Intro

A few years ago, I was curious about implementing a similar approach to the JPEG compression algorithm. I jumped into coding it and found that it was very straight forward, and that the compression rate is (in my opinion) mind-blowing 🤯.

Understanding how it works and, more importantly, what it implies lead me to an audacious idea. This manner of compressing information filters out unnecessary details that humans don’t need to understand the high-level semantics of an image (e.g. knowing that the picture below is of a laptop on a table). Interestingly, the information discarded is also not required for many deep learning tasks, such as some object detection and classification tasks. Therefore, we could potentially use compression to remove “useless” information from an image to facilitate more efficient or faster learning. Let’s explore this idea.

Converting Images to Waves

I’ll keep this brief as there are many high-quality resources available to explain this topic. I’ll also avoid delving into the math and equations.

In an oversimplified sense, JPEG converts an image into a set of sinusoidal functions (sine and cosine functions). Theoretically, you can approximate any function using a linear combination of sine and cosine functions. Images can also be approximated by sine and cosine functions.

The function that converts an image into a Fourier series is shown below. It converts the image into a sine and cosine of various frequencies and amplitudes. The function returns the weight (or amplitude) of each sine and cosine function. The frequency range is pre-defined by the dimensions of the image. Each sin_w and cos_w forms a matrix the same size as the image, so far we haven’t compressed anything.

To convert the image back to pixel space from Fourier space, you need to combine all the functions along with their respective weights (a convex linear combination).

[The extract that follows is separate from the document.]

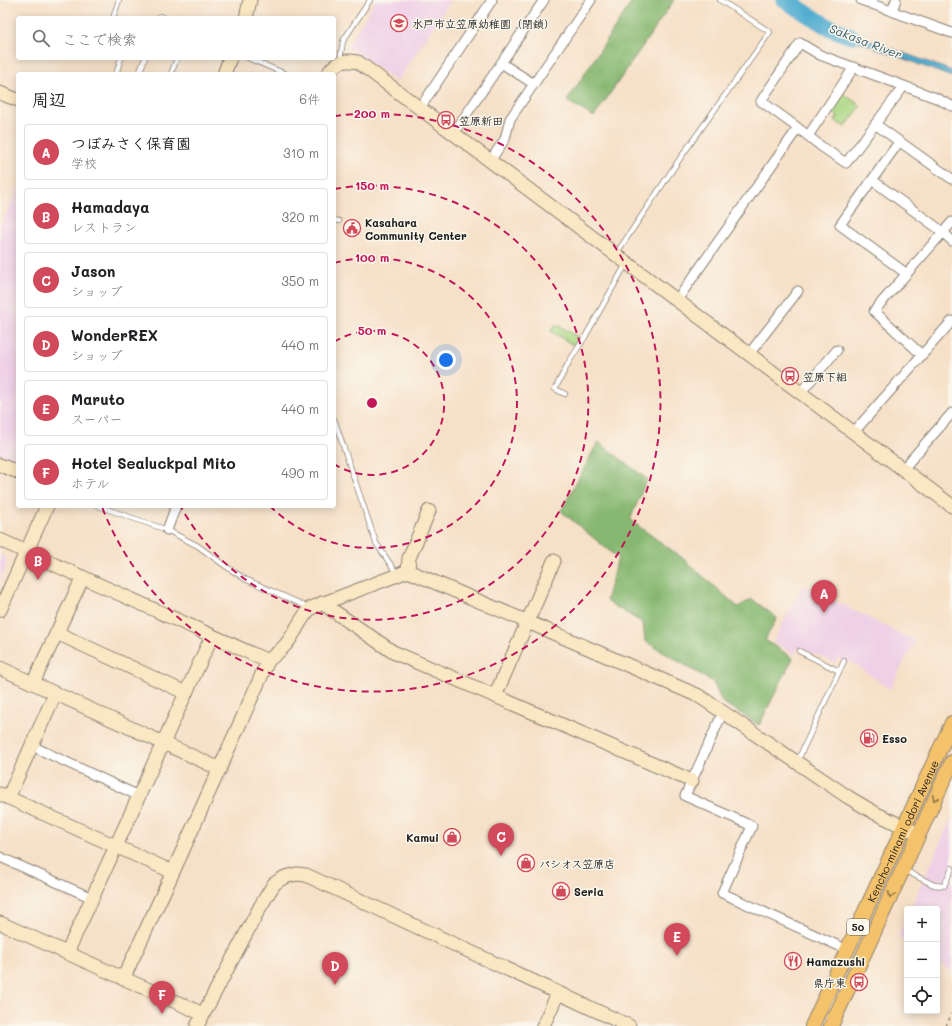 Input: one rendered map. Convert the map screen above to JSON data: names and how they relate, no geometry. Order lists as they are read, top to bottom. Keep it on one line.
{"streets":{"main road":["Kencho-minami odori Avenue","50"]},"water":["Sakasa River"],"places":{"school or university":["水戸市立笠原幼稚園（閉鎖）"],"bus stop":["笠原新田","笠原下組","県庁東"],"public building":["Kasahara Community Center"],"fuel station":["Esso"],"shop":["Kamui","パシオス笠原店","Seria"],"restaurant":["Hamazushi"]},"page":{"search":"ここで検索","heading":["周辺","6件"],"list":[{"mark":"A","name":"つぼみさく保育園","note":"学校","value":"310 m"},{"mark":"B","name":"Hamadaya","note":"レストラン","value":"320 m"},{"mark":"C","name":"Jason","note":"ショップ","value":"350 m"},{"mark":"D","name":"WonderREX","note":"ショップ","value":"440 m"},{"mark":"E","name":"Maruto","note":"スーパー","value":"440 m"},{"mark":"F","name":"Hotel Sealuckpal Mito","note":"ホテル","value":"490 m"}],"pins":["B","A","C","E","D","F"],"map_buttons":["+","−"]},"rings":["200 m","150 m","100 m","50 m"]}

See the function idft below.

Just to complete this section, I will add the missing functions.

For now, this only includes the transformation for one dimension. You can convert both dimensions into wave signals to capture more patterns.

Compressing Images

What dft returns is the weight that each sine and cosine function has at a specific predefined frequency. A straightforward way to compress is by only saving the functions that contribute significantly to the pixel, i.e., the functions with the largest weights.

The figure above contains two images. On the right is the original image, and on the left is the compressed image. The left image is using only 1% of the information that the original image uses. You can still perceive some semantics of the image; for example, you can understand that the picture is of a laptop on a table in a room with windows on both sides. However, you are losing some information. For instance, you can no longer distinguish that there is a magazine next to the laptop or that there are trees outside the windows.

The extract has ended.